The response body alone is often not enough. Elasticsearch truncates stack traces in HTTP responses. The full exception chain, including line numbers and nested causes, is written to elasticsearch.log on the node that handled the request. Search the log for the same timestamp or exception type to find the complete trace.

Common Root Causes

Corrupt Lucene segments are the most frequent root cause of persistent 500s. The CorruptIndexException message typically includes "checksum failed" or "file mismatch," indicating that segment files on disk do not match their expected state. Power outages, kernel panics, or faulty storage controllers are common triggers. Running GET /_cat/shards?v&h=index,shard,prirep,state,unassigned.reason reveals UNASSIGNED shards with ALLOCATION_FAILED in the reason field.

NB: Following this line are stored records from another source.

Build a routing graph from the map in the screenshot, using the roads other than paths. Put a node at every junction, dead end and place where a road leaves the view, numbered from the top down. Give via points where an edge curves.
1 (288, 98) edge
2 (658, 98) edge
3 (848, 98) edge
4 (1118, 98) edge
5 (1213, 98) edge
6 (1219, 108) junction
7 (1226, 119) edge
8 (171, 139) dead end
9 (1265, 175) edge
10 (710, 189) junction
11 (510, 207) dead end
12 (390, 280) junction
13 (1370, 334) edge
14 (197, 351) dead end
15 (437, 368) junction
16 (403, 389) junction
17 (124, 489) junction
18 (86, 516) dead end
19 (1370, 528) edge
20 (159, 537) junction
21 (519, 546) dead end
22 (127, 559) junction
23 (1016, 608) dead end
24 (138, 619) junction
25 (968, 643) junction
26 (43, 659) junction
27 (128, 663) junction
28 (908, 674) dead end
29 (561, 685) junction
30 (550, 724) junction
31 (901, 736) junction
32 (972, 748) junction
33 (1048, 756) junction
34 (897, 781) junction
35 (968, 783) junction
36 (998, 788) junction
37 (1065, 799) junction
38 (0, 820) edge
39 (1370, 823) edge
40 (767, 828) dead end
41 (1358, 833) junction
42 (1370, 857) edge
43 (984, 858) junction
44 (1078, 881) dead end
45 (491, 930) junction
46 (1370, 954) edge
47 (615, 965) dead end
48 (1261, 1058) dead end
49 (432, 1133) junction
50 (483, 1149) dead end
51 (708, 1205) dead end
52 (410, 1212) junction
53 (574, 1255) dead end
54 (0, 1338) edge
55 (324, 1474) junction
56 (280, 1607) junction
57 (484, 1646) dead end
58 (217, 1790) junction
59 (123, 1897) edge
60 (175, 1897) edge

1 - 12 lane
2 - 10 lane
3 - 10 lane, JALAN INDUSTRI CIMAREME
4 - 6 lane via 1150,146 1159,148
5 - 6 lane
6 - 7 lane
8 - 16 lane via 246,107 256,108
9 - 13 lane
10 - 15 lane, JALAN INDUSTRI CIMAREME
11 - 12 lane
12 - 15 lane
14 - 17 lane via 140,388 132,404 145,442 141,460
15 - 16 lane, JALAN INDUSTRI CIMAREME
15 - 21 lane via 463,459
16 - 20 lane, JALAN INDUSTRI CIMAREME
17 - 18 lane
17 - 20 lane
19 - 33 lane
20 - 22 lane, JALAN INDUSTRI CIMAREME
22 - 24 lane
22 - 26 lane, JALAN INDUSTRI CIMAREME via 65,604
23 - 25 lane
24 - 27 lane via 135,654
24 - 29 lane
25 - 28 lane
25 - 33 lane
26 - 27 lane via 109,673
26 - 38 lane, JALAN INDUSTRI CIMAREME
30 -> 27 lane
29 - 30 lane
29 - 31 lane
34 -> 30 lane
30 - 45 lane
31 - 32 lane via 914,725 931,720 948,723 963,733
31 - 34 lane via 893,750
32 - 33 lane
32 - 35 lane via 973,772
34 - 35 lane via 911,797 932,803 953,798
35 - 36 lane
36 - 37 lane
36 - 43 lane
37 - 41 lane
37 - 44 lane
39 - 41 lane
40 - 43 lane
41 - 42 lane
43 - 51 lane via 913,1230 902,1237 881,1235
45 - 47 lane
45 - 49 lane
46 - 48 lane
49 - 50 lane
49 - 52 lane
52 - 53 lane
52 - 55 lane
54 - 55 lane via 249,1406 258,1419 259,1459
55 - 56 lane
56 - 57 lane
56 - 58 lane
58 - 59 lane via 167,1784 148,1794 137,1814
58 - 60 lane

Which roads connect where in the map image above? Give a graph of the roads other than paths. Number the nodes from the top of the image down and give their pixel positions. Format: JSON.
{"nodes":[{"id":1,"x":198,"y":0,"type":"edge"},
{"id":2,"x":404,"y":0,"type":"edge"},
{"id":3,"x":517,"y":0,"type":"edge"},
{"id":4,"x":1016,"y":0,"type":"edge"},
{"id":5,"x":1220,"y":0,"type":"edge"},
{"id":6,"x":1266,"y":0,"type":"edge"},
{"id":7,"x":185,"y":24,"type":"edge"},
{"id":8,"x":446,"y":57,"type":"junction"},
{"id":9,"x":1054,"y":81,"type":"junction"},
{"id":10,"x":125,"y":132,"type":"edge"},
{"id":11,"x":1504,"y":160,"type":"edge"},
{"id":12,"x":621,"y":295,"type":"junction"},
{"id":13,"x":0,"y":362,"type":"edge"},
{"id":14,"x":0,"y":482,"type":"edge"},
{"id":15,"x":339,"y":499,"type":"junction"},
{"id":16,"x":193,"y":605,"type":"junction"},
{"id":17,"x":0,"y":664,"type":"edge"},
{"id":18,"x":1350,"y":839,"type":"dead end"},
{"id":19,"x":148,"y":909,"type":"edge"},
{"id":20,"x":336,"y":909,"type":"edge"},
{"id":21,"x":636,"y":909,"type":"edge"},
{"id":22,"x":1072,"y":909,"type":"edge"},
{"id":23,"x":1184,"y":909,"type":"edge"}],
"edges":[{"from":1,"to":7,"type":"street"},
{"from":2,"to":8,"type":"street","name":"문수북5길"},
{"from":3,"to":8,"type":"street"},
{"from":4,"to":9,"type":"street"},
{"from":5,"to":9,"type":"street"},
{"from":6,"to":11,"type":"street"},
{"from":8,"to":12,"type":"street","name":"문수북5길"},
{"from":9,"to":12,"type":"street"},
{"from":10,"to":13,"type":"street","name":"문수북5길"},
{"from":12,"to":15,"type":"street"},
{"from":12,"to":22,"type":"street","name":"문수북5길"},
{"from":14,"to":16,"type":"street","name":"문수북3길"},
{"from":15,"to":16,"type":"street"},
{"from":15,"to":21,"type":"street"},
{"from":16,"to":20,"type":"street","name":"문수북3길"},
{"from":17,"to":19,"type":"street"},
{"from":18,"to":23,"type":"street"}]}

Incompatible plugin versions produce 500s that appear immediately after a cluster upgrade. If a plugin was compiled against an older Elasticsearch version, it may throw NoSuchMethodError or ClassNotFoundException during request handling. Check GET /_cat/plugins?v to verify all plugins match the cluster version.

ClassCastException errors typically surface during aggregation or script execution. A field mapped as keyword but containing data that a script tries to cast to long will fail this way. These errors are reproducible and tied to specific queries rather than specific shards.

Recovery Approaches

For corrupt shards, the recovery strategy depends on whether replicas exist. If a shard has healthy replicas, deleting the corrupt primary copy allows Elasticsearch to promote a replica. Use the cluster reroute API:

POST /_cluster/reroute
{
  "commands": [{
    "allocate_stale_primary": {
      "index": "my-index",
      "shard": 0,
      "node": "node-2",
      "accept_data_loss": true
    }
  }]
}

The accept_data_loss: true flag is required because a stale copy may be behind the failed primary. If no replicas exist, restoring from a snapshot is the only option that avoids data loss. The elasticsearch-shard CLI tool can run Lucene's CheckIndex against a shard directory to identify and remove corrupt segments with the -exorcise flag, but this discards the damaged data.

For plugin-related 500s, upgrade or remove the incompatible plugin. For mapping conflicts, identify the affected field from the exception details, then fix the query or reindex the data with the correct mapping.

Distinguishing 500 from 503

A 500 and a 503 communicate different problems. A 500 means the server encountered an unexpected condition - a bug, corruption, or environmental failure. It typically will not resolve by retrying the same request. A 503 means the service is temporarily unable to handle the request, usually due to the node starting up, shutting down, or the master node being unavailable.

Thread pool rejections, where Elasticsearch's search or write queues are full, return 429 (Too Many Requests) in current versions, not 503. Older versions mapped EsRejectedExecutionException to 503, so pre-7.x clusters may still produce 503 for overload scenarios. Circuit breaker trips also return 429 in modern Elasticsearch.

The practical distinction: 500s require investigation and manual intervention. Retrying will produce the same failure. 503s and 429s are transient and should be retried with backoff. If your monitoring groups all 5xx errors together, you lose this signal. Track 500s and 503s separately to distinguish corruption from capacity problems.